Assignment = The full set of entries must be copied exactly.
(Study material)
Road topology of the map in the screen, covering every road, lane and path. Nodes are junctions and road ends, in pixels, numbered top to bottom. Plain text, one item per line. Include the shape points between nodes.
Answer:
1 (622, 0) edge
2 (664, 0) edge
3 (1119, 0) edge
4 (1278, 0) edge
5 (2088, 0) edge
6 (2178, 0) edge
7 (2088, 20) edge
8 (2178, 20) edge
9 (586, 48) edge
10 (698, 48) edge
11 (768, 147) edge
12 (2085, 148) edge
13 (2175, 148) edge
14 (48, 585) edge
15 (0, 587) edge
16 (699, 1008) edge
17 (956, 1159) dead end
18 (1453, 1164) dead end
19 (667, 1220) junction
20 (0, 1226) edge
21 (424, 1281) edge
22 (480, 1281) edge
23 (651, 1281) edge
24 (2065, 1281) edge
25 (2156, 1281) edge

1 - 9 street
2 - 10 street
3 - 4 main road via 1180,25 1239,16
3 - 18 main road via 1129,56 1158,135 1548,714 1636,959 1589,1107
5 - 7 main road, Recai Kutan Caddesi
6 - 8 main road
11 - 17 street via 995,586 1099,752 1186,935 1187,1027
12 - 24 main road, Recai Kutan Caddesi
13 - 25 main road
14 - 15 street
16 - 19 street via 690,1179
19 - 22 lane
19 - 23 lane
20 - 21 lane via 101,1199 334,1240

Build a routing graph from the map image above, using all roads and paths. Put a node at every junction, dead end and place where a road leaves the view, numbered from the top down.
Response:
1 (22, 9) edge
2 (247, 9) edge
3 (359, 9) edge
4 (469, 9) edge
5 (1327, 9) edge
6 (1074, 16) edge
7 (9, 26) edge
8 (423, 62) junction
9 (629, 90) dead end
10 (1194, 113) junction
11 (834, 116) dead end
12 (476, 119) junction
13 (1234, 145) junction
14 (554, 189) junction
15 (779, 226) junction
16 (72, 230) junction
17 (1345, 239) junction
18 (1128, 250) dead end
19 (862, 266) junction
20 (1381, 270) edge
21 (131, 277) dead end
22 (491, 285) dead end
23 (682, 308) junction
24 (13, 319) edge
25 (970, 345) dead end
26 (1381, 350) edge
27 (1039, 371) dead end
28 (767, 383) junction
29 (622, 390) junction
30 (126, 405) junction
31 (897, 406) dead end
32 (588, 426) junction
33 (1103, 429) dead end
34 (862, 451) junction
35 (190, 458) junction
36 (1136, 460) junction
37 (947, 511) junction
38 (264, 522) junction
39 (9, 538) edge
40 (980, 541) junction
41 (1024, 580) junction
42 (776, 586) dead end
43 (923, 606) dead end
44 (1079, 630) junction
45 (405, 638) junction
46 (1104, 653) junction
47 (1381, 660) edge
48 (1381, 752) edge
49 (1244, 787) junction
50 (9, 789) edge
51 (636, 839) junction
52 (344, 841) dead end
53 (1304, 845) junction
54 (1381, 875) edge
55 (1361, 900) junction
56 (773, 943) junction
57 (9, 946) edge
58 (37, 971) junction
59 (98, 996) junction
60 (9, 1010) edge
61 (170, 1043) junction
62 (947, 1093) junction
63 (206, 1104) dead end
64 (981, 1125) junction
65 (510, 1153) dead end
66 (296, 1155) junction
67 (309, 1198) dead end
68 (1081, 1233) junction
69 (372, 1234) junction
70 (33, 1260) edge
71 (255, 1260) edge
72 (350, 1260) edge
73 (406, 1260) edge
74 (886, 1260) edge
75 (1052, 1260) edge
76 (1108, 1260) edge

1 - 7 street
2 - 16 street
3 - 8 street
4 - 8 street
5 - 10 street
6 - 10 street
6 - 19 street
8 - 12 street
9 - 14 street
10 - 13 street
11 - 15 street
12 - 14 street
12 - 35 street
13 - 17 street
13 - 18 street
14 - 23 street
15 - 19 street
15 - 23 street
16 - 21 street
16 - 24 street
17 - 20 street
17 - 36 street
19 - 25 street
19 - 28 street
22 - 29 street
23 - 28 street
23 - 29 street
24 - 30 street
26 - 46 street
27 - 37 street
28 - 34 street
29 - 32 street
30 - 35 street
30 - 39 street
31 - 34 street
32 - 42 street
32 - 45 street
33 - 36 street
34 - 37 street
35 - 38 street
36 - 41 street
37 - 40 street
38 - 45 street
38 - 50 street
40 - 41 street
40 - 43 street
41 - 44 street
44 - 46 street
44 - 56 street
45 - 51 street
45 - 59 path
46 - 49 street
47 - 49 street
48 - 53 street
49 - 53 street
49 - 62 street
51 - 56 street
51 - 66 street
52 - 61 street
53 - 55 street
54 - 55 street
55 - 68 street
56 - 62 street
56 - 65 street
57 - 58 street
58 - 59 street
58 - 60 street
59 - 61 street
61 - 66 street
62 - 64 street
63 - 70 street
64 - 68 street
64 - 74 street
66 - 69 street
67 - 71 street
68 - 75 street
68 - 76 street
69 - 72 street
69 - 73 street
(End Study material)
Result of this exercise =
Road topology of the map in the screen, covering every road, lane and path. Nodes are junctions and road ends, in pixels, numbered top to bottom. Plain text, one item per line. Include the shape points between nodes.
Answer:
1 (622, 0) edge
2 (664, 0) edge
3 (1119, 0) edge
4 (1278, 0) edge
5 (2088, 0) edge
6 (2178, 0) edge
7 (2088, 20) edge
8 (2178, 20) edge
9 (586, 48) edge
10 (698, 48) edge
11 (768, 147) edge
12 (2085, 148) edge
13 (2175, 148) edge
14 (48, 585) edge
15 (0, 587) edge
16 (699, 1008) edge
17 (956, 1159) dead end
18 (1453, 1164) dead end
19 (667, 1220) junction
20 (0, 1226) edge
21 (424, 1281) edge
22 (480, 1281) edge
23 (651, 1281) edge
24 (2065, 1281) edge
25 (2156, 1281) edge

1 - 9 street
2 - 10 street
3 - 4 main road via 1180,25 1239,16
3 - 18 main road via 1129,56 1158,135 1548,714 1636,959 1589,1107
5 - 7 main road, Recai Kutan Caddesi
6 - 8 main road
11 - 17 street via 995,586 1099,752 1186,935 1187,1027
12 - 24 main road, Recai Kutan Caddesi
13 - 25 main road
14 - 15 street
16 - 19 street via 690,1179
19 - 22 lane
19 - 23 lane
20 - 21 lane via 101,1199 334,1240

Build a routing graph from the map image above, using all roads and paths. Put a node at every junction, dead end and place where a road leaves the view, numbered from the top down.
Response:
1 (22, 9) edge
2 (247, 9) edge
3 (359, 9) edge
4 (469, 9) edge
5 (1327, 9) edge
6 (1074, 16) edge
7 (9, 26) edge
8 (423, 62) junction
9 (629, 90) dead end
10 (1194, 113) junction
11 (834, 116) dead end
12 (476, 119) junction
13 (1234, 145) junction
14 (554, 189) junction
15 (779, 226) junction
16 (72, 230) junction
17 (1345, 239) junction
18 (1128, 250) dead end
19 (862, 266) junction
20 (1381, 270) edge
21 (131, 277) dead end
22 (491, 285) dead end
23 (682, 308) junction
24 (13, 319) edge
25 (970, 345) dead end
26 (1381, 350) edge
27 (1039, 371) dead end
28 (767, 383) junction
29 (622, 390) junction
30 (126, 405) junction
31 (897, 406) dead end
32 (588, 426) junction
33 (1103, 429) dead end
34 (862, 451) junction
35 (190, 458) junction
36 (1136, 460) junction
37 (947, 511) junction
38 (264, 522) junction
39 (9, 538) edge
40 (980, 541) junction
41 (1024, 580) junction
42 (776, 586) dead end
43 (923, 606) dead end
44 (1079, 630) junction
45 (405, 638) junction
46 (1104, 653) junction
47 (1381, 660) edge
48 (1381, 752) edge
49 (1244, 787) junction
50 (9, 789) edge
51 (636, 839) junction
52 (344, 841) dead end
53 (1304, 845) junction
54 (1381, 875) edge
55 (1361, 900) junction
56 (773, 943) junction
57 (9, 946) edge
58 (37, 971) junction
59 (98, 996) junction
60 (9, 1010) edge
61 (170, 1043) junction
62 (947, 1093) junction
63 (206, 1104) dead end
64 (981, 1125) junction
65 (510, 1153) dead end
66 (296, 1155) junction
67 (309, 1198) dead end
68 (1081, 1233) junction
69 (372, 1234) junction
70 (33, 1260) edge
71 (255, 1260) edge
72 (350, 1260) edge
73 (406, 1260) edge
74 (886, 1260) edge
75 (1052, 1260) edge
76 (1108, 1260) edge

1 - 7 street
2 - 16 street
3 - 8 street
4 - 8 street
5 - 10 street
6 - 10 street
6 - 19 street
8 - 12 street
9 - 14 street
10 - 13 street
11 - 15 street
12 - 14 street
12 - 35 street
13 - 17 street
13 - 18 street
14 - 23 street
15 - 19 street
15 - 23 street
16 - 21 street
16 - 24 street
17 - 20 street
17 - 36 street
19 - 25 street
19 - 28 street
22 - 29 street
23 - 28 street
23 - 29 street
24 - 30 street
26 - 46 street
27 - 37 street
28 - 34 street
29 - 32 street
30 - 35 street
30 - 39 street
31 - 34 street
32 - 42 street
32 - 45 street
33 - 36 street
34 - 37 street
35 - 38 street
36 - 41 street
37 - 40 street
38 - 45 street
38 - 50 street
40 - 41 street
40 - 43 street
41 - 44 street
44 - 46 street
44 - 56 street
45 - 51 street
45 - 59 path
46 - 49 street
47 - 49 street
48 - 53 street
49 - 53 street
49 - 62 street
51 - 56 street
51 - 66 street
52 - 61 street
53 - 55 street
54 - 55 street
55 - 68 street
56 - 62 street
56 - 65 street
57 - 58 street
58 - 59 street
58 - 60 street
59 - 61 street
61 - 66 street
62 - 64 street
63 - 70 street
64 - 68 street
64 - 74 street
66 - 69 street
67 - 71 street
68 - 75 street
68 - 76 street
69 - 72 street
69 - 73 street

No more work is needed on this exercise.